* Collected data:
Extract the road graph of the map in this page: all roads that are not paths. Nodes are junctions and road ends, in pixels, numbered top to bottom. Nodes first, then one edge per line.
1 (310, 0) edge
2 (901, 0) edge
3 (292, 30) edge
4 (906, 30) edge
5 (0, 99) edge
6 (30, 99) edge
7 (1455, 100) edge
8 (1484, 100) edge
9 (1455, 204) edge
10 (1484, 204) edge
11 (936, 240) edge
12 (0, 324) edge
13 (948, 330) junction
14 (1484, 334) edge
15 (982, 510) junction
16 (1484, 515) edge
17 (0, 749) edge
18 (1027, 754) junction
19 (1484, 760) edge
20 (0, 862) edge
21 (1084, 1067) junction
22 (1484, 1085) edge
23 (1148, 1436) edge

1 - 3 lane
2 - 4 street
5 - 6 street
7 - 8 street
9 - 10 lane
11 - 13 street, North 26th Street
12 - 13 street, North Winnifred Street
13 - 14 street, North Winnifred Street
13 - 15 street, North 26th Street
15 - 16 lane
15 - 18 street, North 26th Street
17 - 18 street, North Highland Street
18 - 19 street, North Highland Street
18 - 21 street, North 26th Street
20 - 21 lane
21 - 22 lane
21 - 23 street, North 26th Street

* Brief: Your task is to quote all of the data word for word.

* Result for this task:
Extract the road graph of the map in this page: all roads that are not paths. Nodes are junctions and road ends, in pixels, numbered top to bottom. Nodes first, then one edge per line.
1 (310, 0) edge
2 (901, 0) edge
3 (292, 30) edge
4 (906, 30) edge
5 (0, 99) edge
6 (30, 99) edge
7 (1455, 100) edge
8 (1484, 100) edge
9 (1455, 204) edge
10 (1484, 204) edge
11 (936, 240) edge
12 (0, 324) edge
13 (948, 330) junction
14 (1484, 334) edge
15 (982, 510) junction
16 (1484, 515) edge
17 (0, 749) edge
18 (1027, 754) junction
19 (1484, 760) edge
20 (0, 862) edge
21 (1084, 1067) junction
22 (1484, 1085) edge
23 (1148, 1436) edge

1 - 3 lane
2 - 4 street
5 - 6 street
7 - 8 street
9 - 10 lane
11 - 13 street, North 26th Street
12 - 13 street, North Winnifred Street
13 - 14 street, North Winnifred Street
13 - 15 street, North 26th Street
15 - 16 lane
15 - 18 street, North 26th Street
17 - 18 street, North Highland Street
18 - 19 street, North Highland Street
18 - 21 street, North 26th Street
20 - 21 lane
21 - 22 lane
21 - 23 street, North 26th Street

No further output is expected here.